Gaya Blusukan Jokowi, Efektifkah?

2 Maret 2014   14:05 Diperbarui: 24 Juni 2015   01:19 241 3
Ahok atau Basuki Tjahaja Purnama yang merupakan Wagub DKI Jakarta pada waktu ikut "blusukan" Jokowi berpandangan lain terhadap gaya "boss" nya dalam memimpin Jakarta. Ahok mengatakan bahwa kalau sistem sudah berjalan dengan baik,maka tidak perlu lagi blusukan seperti Jokowi.

Pandangan Ahok tentang sebuah "sistem yang baik" memang benar,tetapi Ahok melupakan sejarah dan kultur bangsa Indonesia yang dari zaman raja-raja dulu, era kolonialisme hingga sekarang antara pemimpin dan rakyatnya terkenal dengan gaya "birokrasi" yang koruptif, malas serta seenaknya sendiri. Oleh karena itu,cerita seorang raja yang baik dan berhasil memimpin rakyatnya adalah selalu penggambarannya seorang raja yang mau turun ke lapangan (bahkan dengan menyamar sebagai rakyat jelata) menemui rakyatnya dan melakukan pengecekan langsung terhadap pejabat-pejabat yang ada dibawah sang raja. Bila ditemui pejabat negeri yang korup dan malas serta suka menindas rakyat,maka raja yang baik tak segan memecat atau memenggal kepala pejabat tersebut.

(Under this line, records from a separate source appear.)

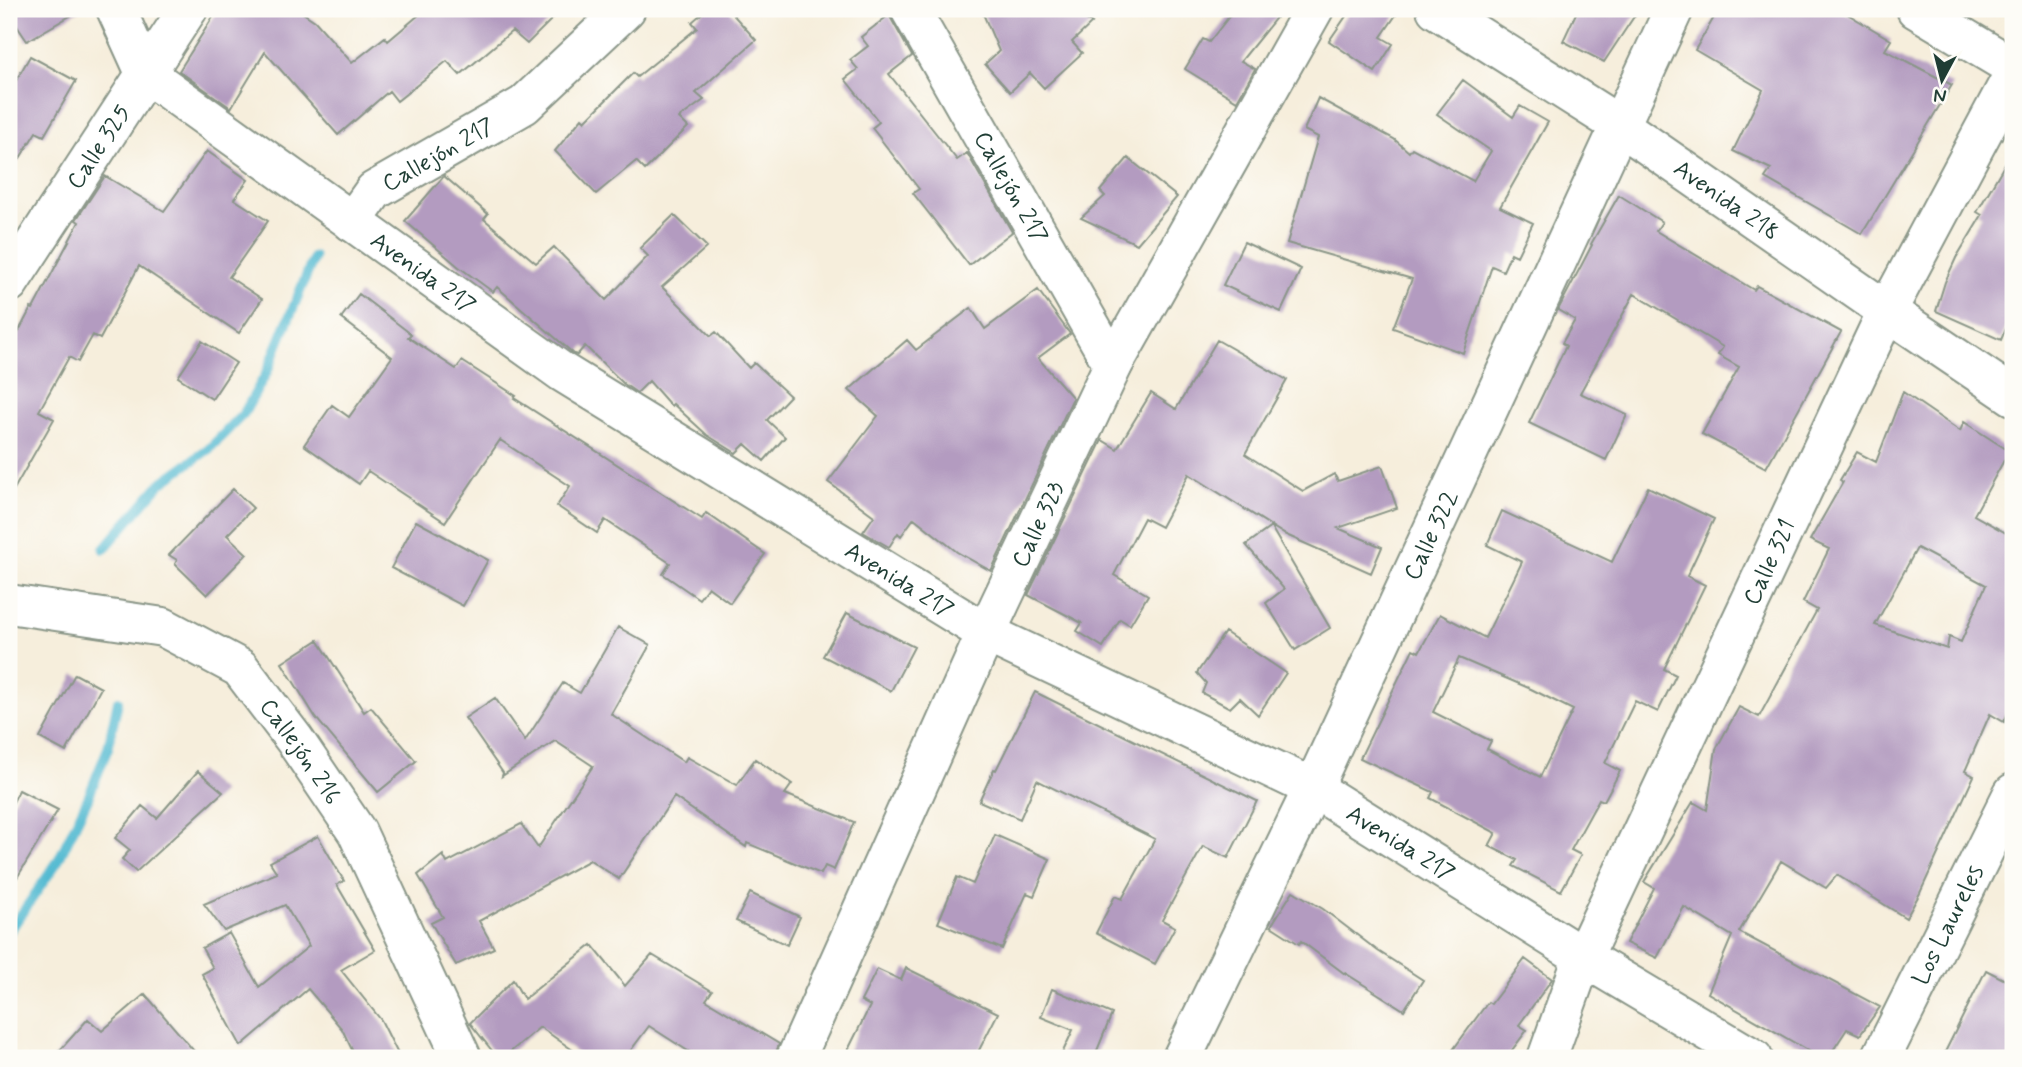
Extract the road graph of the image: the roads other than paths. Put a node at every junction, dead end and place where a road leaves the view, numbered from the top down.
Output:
1 (116, 9) edge
2 (188, 9) edge
3 (626, 9) edge
4 (910, 9) edge
5 (1314, 9) edge
6 (1436, 9) edge
7 (1674, 9) edge
8 (1916, 9) edge
9 (2013, 67) edge
10 (145, 73) junction
11 (2013, 75) edge
12 (1619, 125) junction
13 (352, 222) junction
14 (9, 283) edge
15 (1887, 311) junction
16 (1113, 365) junction
17 (2013, 396) edge
18 (9, 604) edge
19 (986, 634) junction
20 (1314, 788) junction
21 (2013, 793) edge
22 (1583, 957) junction
23 (463, 1058) edge
24 (796, 1058) edge
25 (1182, 1058) edge
26 (1547, 1058) edge
27 (1753, 1058) edge
28 (1881, 1058) edge

1 - 10 street, Avenida 217
2 - 10 street, Calle 325
3 - 13 street, Callejón 217
4 - 16 street, Callejón 217
5 - 16 street, Calle 323
6 - 12 street, Avenida 218
7 - 12 street, Calle 322
8 - 9 street
10 - 13 street, Avenida 217
10 - 14 street, Calle 325
11 - 15 street, Calle 321
12 - 15 street, Avenida 218
12 - 20 street, Calle 322
13 - 19 street, Avenida 217
15 - 17 street, Avenida 218
15 - 22 street, Calle 321
16 - 19 street, Calle 323
18 - 23 street, Callejón 216
19 - 20 street, Avenida 217
19 - 24 street, Calle 323
20 - 22 street, Avenida 217
20 - 25 street, Calle 322
21 - 28 street, Los Laureles
22 - 26 street, Calle 321
22 - 27 street, Avenida 217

Cerita "birokrasi" diatas terus saja berlanjut hingga kini. Maka tak heran bila negeri ini sekarang dipimpin oleh "sedikit sekali" pemimpin yang jujur dan bersih,yang terbanyak adalah pemimpin yang korup,malas dan menindas rakyat dengan cara-cara yang beragam,mulai dari pemberlakuan aturan-2 Perda berbau agama sampai kepada aturan-2 yang aneh-2 dengan tujuan sebenarnya agar rakyat tetap bodoh dan bisa diperbodoh supaya kekuasaan "sang pejabat" tetap langgeng di daerahnya.

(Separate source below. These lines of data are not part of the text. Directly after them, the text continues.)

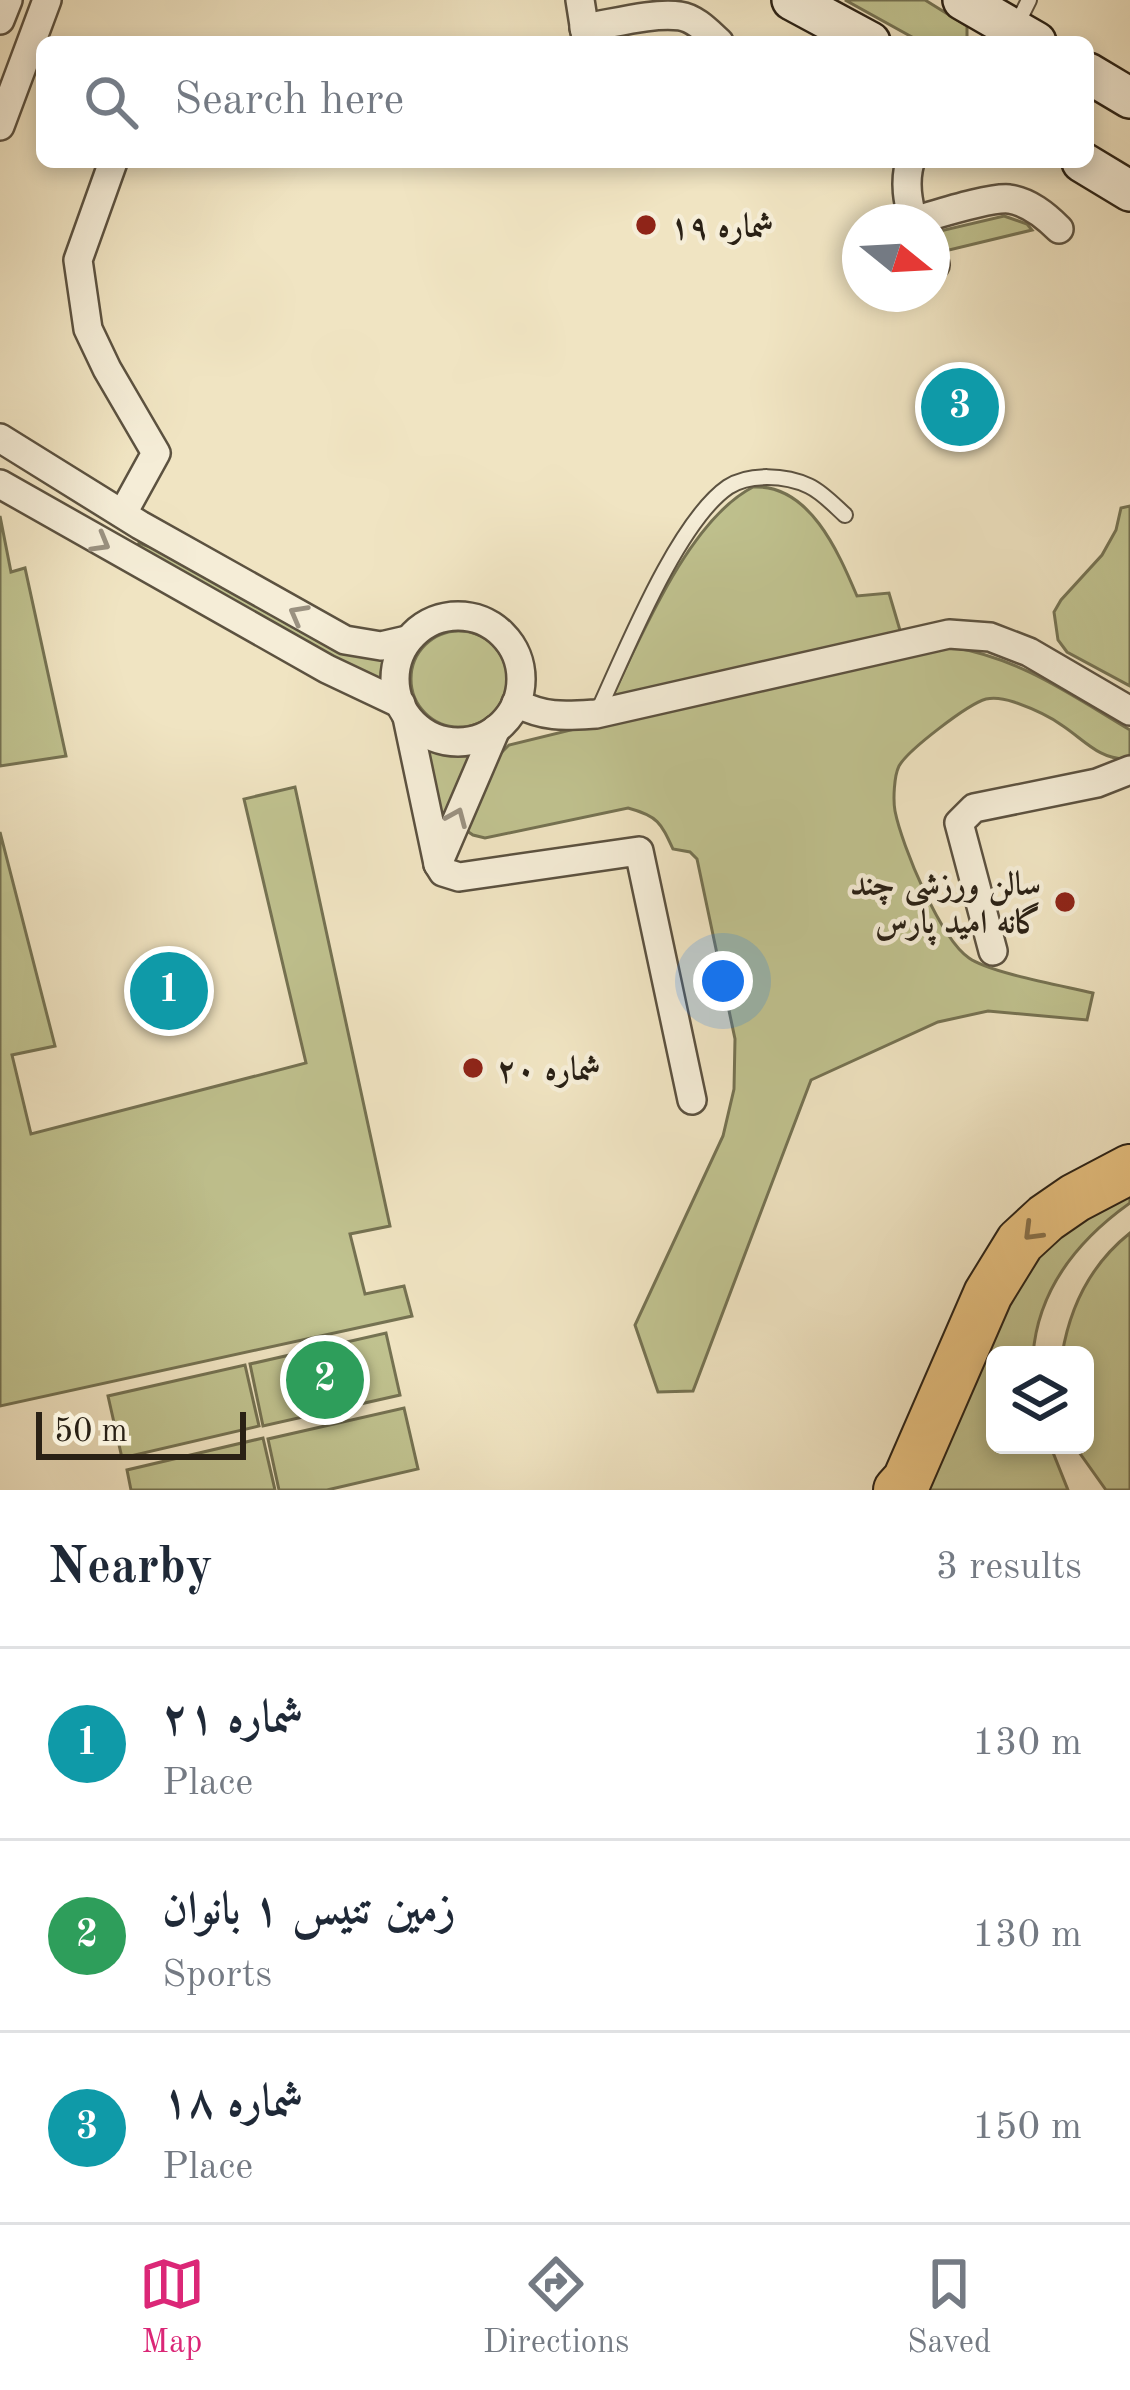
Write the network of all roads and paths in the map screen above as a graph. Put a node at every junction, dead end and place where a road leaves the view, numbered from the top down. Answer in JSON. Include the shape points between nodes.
{"nodes":[{"id":1,"x":8,"y":0,"type":"edge"},
{"id":2,"x":47,"y":0,"type":"edge"},
{"id":3,"x":792,"y":0,"type":"edge"},
{"id":4,"x":963,"y":0,"type":"edge"},
{"id":5,"x":0,"y":20,"type":"edge"},
{"id":6,"x":1022,"y":28,"type":"edge"},
{"id":7,"x":584,"y":30,"type":"edge"},
{"id":8,"x":712,"y":36,"type":"edge"},
{"id":9,"x":859,"y":36,"type":"edge"},
{"id":10,"x":1094,"y":77,"type":"edge"},
{"id":11,"x":1130,"y":98,"type":"edge"},
{"id":12,"x":0,"y":126,"type":"edge"},
{"id":13,"x":111,"y":168,"type":"edge"},
{"id":14,"x":908,"y":168,"type":"edge"},
{"id":15,"x":1092,"y":168,"type":"edge"},
{"id":16,"x":1130,"y":191,"type":"edge"},
{"id":17,"x":909,"y":204,"type":"edge"},
{"id":18,"x":950,"y":212,"type":"edge"},
{"id":19,"x":1059,"y":229,"type":"dead end"},
{"id":20,"x":0,"y":438,"type":"edge"},
{"id":21,"x":0,"y":484,"type":"edge"},
{"id":22,"x":123,"y":513,"type":"junction"},
{"id":23,"x":845,"y":515,"type":"dead end"},
{"id":24,"x":407,"y":640,"type":"junction"},
{"id":25,"x":516,"y":703,"type":"junction"},
{"id":26,"x":404,"y":711,"type":"junction"},
{"id":27,"x":1130,"y":711,"type":"edge"},
{"id":28,"x":596,"y":714,"type":"junction"},
{"id":29,"x":496,"y":729,"type":"junction"},
{"id":30,"x":1130,"y":770,"type":"edge"},
{"id":31,"x":438,"y":864,"type":"junction"},
{"id":32,"x":993,"y":951,"type":"dead end"},
{"id":33,"x":692,"y":1100,"type":"dead end"},
{"id":34,"x":1130,"y":1169,"type":"edge"},
{"id":35,"x":898,"y":1490,"type":"edge"}],
"edges":[{"from":1,"to":5,"type":"street"},
{"from":2,"to":12,"type":"street"},
{"from":3,"to":9,"type":"main road"},
{"from":4,"to":6,"type":"main road"},
{"from":7,"to":8,"type":"street","via":[[682,16]]},
{"from":10,"to":11,"type":"main road"},
{"from":13,"to":22,"type":"street","via":[[78,260],[88,329],[156,452]]},
{"from":14,"to":17,"type":"street"},
{"from":15,"to":16,"type":"main road"},
{"from":18,"to":19,"type":"street","via":[[1005,198]]},
{"from":20,"to":22,"type":"street"},
{"from":21,"to":26,"type":"street","one_way":true},
{"from":24,"to":22,"type":"street","one_way":true,"via":[[345,640]]},
{"from":23,"to":28,"type":"lane","via":[[808,486],[784,479],[730,485],[667,568]]},
{"from":24,"to":25,"type":"street","via":[[449,616],[496,628],[516,655]]},
{"from":24,"to":26,"type":"street","via":[[395,670]]},
{"from":25,"to":28,"type":"street","via":[[536,714]]},
{"from":25,"to":29,"type":"street"},
{"from":26,"to":29,"type":"street","via":[[449,742]]},
{"from":26,"to":31,"type":"street"},
{"from":27,"to":28,"type":"street","via":[[1028,652],[990,637],[949,634]]},
{"from":31,"to":29,"type":"street","one_way":true},
{"from":30,"to":32,"type":"street","via":[[974,808],[959,823]]},
{"from":31,"to":33,"type":"street","via":[[459,877],[639,851]]},
{"from":34,"to":35,"type":"highway","one_way":true,"via":[[1075,1198],[1020,1242]]}]}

Gaya "blusukan" Jokowi sangat effektif untuk terus menerus dilakukan sampai kapan pun . Karena dengan "blusukan" maka itu berarti untuk memastikan sistem yang sudah ada berjalan dengan baik atau belum. Di Indonesia bukan masalah sistem, sebab negeri ini tak kurang-kurangnya orang pintar yang membuat sistem begitu canggih dengan memanfaatkan Teknologi Informasi,tetapi bangsa ini menghadapi masalah mentalitas dan moralitas yang bobrok akut.

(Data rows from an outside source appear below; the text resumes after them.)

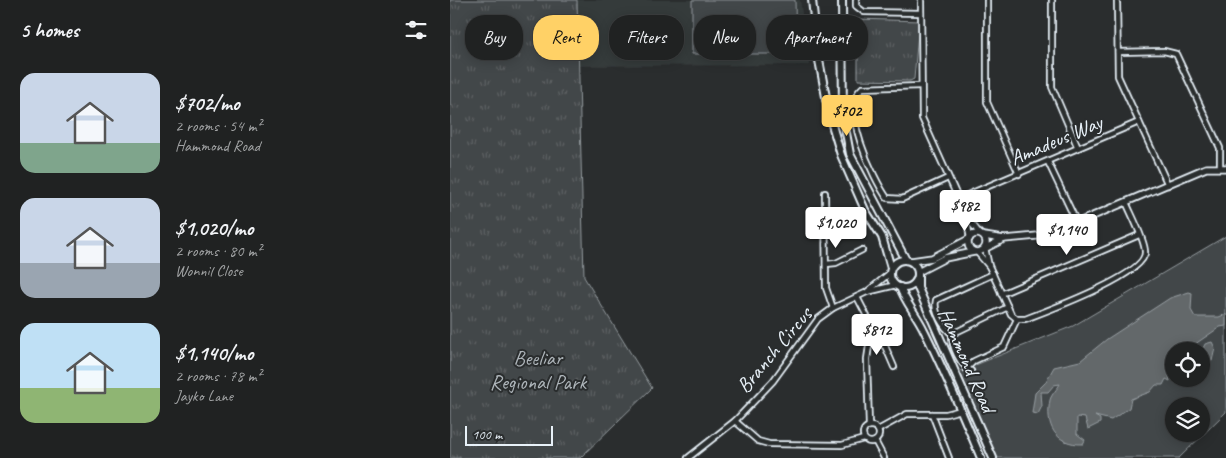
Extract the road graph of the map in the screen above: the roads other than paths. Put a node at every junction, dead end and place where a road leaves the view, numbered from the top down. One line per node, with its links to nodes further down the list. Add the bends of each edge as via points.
1 (812, 0): 9 (main road)
2 (842, 0): 10 (main road)
3 (856, 0): 8 (street, via 856,6 864,12)
4 (921, 0): 8 (street)
5 (987, 0): 21 (street, via 987,102)
6 (1052, 0): 18 (street, via 1052,87)
7 (1117, 0): 11 (street)
8 (921, 13): 14 (street)
9 (813, 15)
10 (843, 15)
11 (1118, 52): 17 (street, via 1118,76); 20 (street, via 1164,51 1176,54 1220,148)
12 (819, 60): 15 (main road)
13 (843, 60): 16 (main road)
14 (921, 86): 22 (street, via 923,121); 22 (street, via 862,88 856,99 857,133 885,195 891,200 902,199)
15 (826, 100): 16 (main road); 39 (main road, via 841,155 882,237)
16 (842, 100): 36 (main road, via 850,154)
17 (1139, 122): 18 (street, Amadeus Way); 23 (street)
18 (1078, 148): 19 (street, Amadeus Way)
19 (1048, 162): 21 (street, Amadeus Way); 28 (street)
20 (1223, 167): 23 (street, via 1206,168)
21 (1019, 174): 25 (street, Amadeus Way)
22 (948, 178): 25 (street)
23 (1168, 184): 26 (street)
24 (825, 193): 37 (street)
25 (958, 199): 27 (street)
26 (1126, 202): 28 (street); 30 (street)
27 (966, 216): 29 (street); 31 (street)
28 (1077, 223): 32 (street, via 1048,235)
29 (982, 235): 31 (street, via 974,234); 32 (street); 33 (street, via 987,242)
30 (1140, 235): 44 (street); 48 (street, via 1145,256 1122,278 1031,317)
31 (969, 239): 35 (street, via 968,246); 36 (street, via 932,258)
32 (1004, 239): 33 (street)
33 (985, 248): 35 (street); 38 (street)
34 (862, 250): 37 (street, via 836,263)
35 (975, 252): 38 (street); 40 (street, via 945,258)
36 (908, 261): 39 (main road, via 897,262); 40 (main road)
37 (826, 264): 47 (street, via 826,288)
38 (989, 266): 41 (street)
39 (891, 271): 42 (main road); 43 (street, Branch Circus)
40 (918, 273): 42 (main road, via 910,286); 63 (main road, Hammond Road, via 918,288)
41 (993, 274): 44 (street); 49 (street, via 936,300 935,306 943,325)
42 (898, 286): 43 (street, Branch Circus); 52 (main road, Hammond Road, via 919,319)
43 (867, 292): 45 (street, Branch Circus)
44 (1002, 294): 46 (street)
45 (857, 297): 47 (street, Branch Circus); 50 (street, via 872,326)
46 (1008, 307): 48 (street); 49 (street)
47 (833, 308): 54 (street, Branch Circus, via 818,319 773,382)
48 (1017, 319): 49 (street, via 1004,347 974,361 968,370 954,346)
49 (952, 334)
50 (871, 340): 51 (street, via 885,346); 55 (street, via 867,359)
51 (894, 367)
52 (961, 410): 53 (street); 62 (main road, Hammond Road)
53 (932, 414): 56 (street, via 907,414); 61 (street)
54 (735, 421): 57 (street, via 758,441 768,444 842,445); 59 (street, Branch Circus)
55 (869, 426): 56 (street); 57 (street, via 863,431)
56 (878, 430): 58 (street)
57 (864, 438): 58 (street, via 868,442)
58 (875, 441): 60 (street)
59 (688, 458)
60 (884, 458)
61 (949, 458)
62 (981, 458)
63 (992, 458)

Contoh kasus bagaimana rakyat miskin pun bermoral bobrok akut ditunjukkan ketika Ridwan Kamil,walikota Kota Bandung yang berusaha mengentaskan kemiskinan dari para pengemis yang ada di kota tersebut untuk diberdayakan menjadi tukang sapu,dll dengan fasilitas tempat tinggal,dsb disediakan oleh Pemkot Bandung. Apa yang terjadi? Para pengemis tersebut kabur dan merasa tidak nyaman diberlakukan seperti "manusia seutuhnya" oleh sang Walikota,sebab mereka lebih senang mengemis karena mendapatkan penghasilan Rp.9 juta per bulan,bandingkan dengan penghasilan yang diterima oleh mereka bila menjadi tukang sapu jalanan yang diupah oleh Pemkot Bandung sebesar UMR kota Bandung...?

Faktor mentalitas dan moralitas para pejabat negeri ini tidak bisa diatur dengan sebuah sistem yang sebagus apapun,seorang pemimpin yang baik harus siap "blusukan" seperti Jokowi. Kalau Ahok merasa tidak suka dengan gaya blusukan,maka Ahok harus belajar lebih dalam lagi tentang kultur bangsa ini.

Pilihan untuk tidak memakai gaya blusukan adalah gaya militer atau gaya "komunis" RRC,dimana untuk membuat rakyat dan pejabatnya berubah totalitas secara mental adalah dengan kekerasan dan kekerasan,hingga pada akhirnya rakyat dan pejabatnya sudah terbiasa pada akhirnya dengan disiplin dan takut untuk berbuat salah terhadap aturan negara ini.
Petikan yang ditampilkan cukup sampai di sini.